### TASK BRIEF
Using the data below, copy every line that contains the word "Simón".

◇ ◇ ◇ ◇ ◇

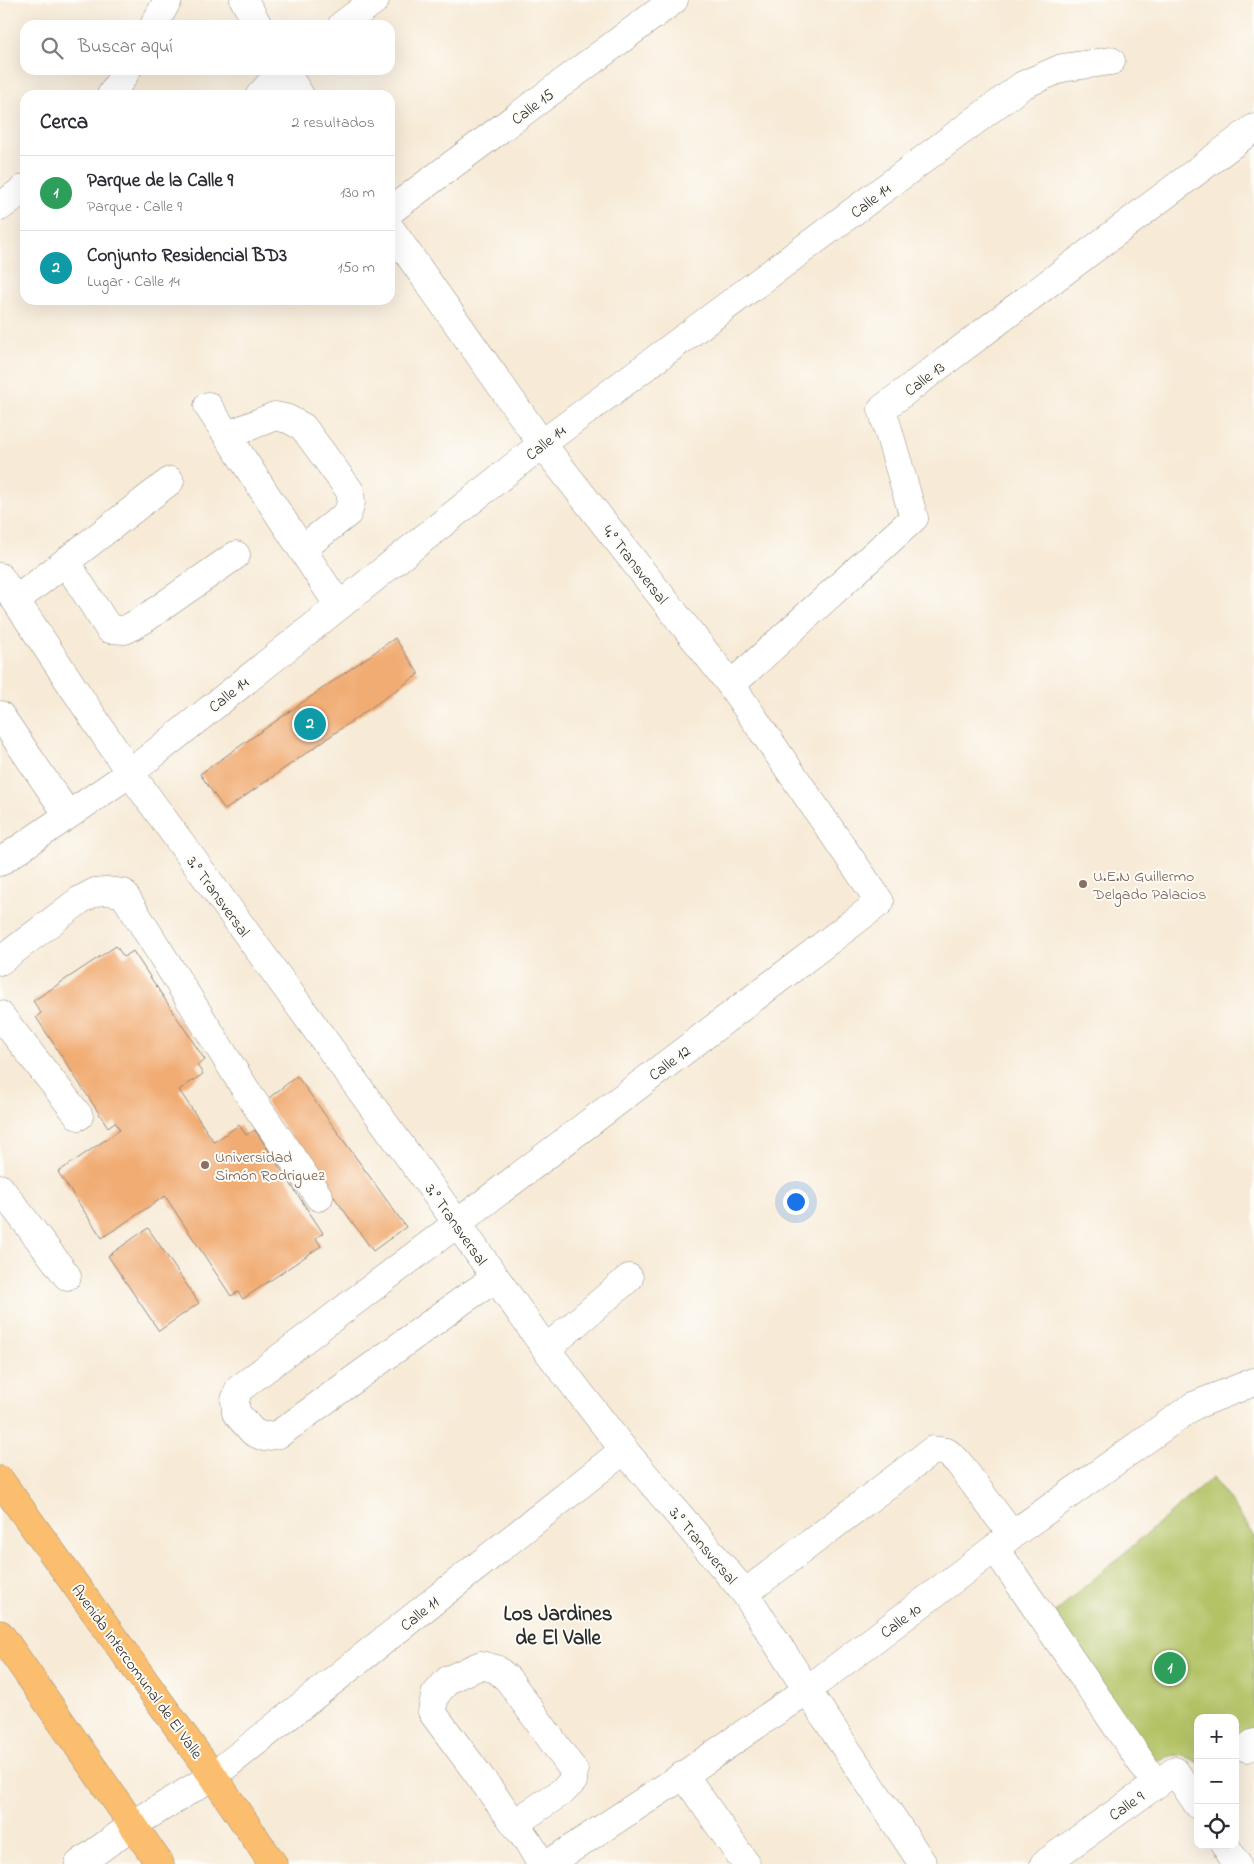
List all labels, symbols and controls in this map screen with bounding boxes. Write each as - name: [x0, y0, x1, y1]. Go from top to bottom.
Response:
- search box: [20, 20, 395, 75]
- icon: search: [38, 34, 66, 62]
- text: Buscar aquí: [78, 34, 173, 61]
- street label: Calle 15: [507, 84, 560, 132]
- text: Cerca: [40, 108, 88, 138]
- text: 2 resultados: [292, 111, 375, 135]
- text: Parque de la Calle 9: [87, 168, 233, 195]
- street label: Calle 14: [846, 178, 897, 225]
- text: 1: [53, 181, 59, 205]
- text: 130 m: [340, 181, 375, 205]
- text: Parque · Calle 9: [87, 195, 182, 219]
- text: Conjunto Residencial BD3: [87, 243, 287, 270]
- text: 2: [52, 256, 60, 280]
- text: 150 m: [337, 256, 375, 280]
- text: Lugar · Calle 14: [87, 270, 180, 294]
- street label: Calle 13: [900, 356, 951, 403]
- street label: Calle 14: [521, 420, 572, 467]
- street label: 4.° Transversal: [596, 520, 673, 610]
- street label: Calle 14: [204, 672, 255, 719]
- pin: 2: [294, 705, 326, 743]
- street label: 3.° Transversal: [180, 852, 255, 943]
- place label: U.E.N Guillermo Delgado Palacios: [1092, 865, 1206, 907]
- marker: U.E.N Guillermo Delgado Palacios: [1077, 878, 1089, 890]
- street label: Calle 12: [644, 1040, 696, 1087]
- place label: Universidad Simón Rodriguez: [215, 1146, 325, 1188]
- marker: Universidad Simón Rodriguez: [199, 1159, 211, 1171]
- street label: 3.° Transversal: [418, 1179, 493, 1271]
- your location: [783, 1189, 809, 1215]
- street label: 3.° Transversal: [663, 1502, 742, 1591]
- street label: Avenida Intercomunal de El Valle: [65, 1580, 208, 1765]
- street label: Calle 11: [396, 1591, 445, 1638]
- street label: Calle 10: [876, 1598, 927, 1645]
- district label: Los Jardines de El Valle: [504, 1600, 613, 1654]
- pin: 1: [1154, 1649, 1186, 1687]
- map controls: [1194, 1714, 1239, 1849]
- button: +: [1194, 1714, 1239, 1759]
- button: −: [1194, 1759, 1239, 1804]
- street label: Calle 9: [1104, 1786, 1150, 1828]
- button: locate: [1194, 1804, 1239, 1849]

◇ ◇ ◇ ◇ ◇

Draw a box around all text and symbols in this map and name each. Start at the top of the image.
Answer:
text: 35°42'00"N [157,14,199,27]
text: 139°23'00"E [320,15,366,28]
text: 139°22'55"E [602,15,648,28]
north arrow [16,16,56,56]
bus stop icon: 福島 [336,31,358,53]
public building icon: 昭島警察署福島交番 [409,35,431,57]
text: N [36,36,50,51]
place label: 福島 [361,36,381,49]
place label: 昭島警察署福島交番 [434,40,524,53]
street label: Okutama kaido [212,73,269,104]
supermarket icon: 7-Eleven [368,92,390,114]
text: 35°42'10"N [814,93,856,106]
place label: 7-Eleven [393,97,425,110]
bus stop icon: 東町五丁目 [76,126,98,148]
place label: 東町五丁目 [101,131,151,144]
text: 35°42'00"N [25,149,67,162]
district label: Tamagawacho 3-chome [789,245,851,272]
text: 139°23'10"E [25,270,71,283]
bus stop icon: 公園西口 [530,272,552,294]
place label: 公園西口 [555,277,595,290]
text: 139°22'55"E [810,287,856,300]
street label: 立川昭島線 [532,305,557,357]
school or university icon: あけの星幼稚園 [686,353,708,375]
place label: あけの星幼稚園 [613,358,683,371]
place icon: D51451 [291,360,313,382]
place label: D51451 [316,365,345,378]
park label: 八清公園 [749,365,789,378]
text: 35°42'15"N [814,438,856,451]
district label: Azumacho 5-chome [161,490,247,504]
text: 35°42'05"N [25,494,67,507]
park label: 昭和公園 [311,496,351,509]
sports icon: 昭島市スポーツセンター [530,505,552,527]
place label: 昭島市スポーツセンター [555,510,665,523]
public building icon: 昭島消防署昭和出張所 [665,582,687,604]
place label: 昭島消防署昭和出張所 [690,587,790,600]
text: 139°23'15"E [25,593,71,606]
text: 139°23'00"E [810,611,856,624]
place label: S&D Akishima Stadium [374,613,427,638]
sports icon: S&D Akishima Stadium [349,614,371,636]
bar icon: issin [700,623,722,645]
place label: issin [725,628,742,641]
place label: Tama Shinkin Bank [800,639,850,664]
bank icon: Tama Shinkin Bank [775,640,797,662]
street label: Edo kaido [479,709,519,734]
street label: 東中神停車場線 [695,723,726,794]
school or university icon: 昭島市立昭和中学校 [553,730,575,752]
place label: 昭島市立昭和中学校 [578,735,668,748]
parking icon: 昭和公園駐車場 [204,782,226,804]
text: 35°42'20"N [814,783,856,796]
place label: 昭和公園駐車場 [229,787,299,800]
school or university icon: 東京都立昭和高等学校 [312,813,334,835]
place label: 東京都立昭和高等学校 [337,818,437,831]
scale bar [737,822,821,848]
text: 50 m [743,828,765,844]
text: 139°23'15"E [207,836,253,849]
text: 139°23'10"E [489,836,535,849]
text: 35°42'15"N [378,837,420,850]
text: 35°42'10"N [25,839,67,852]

◇ ◇ ◇ ◇ ◇

### ANSWER SECTION
- place label: Universidad Simón Rodriguez: [215, 1146, 325, 1188]
- marker: Universidad Simón Rodriguez: [199, 1159, 211, 1171]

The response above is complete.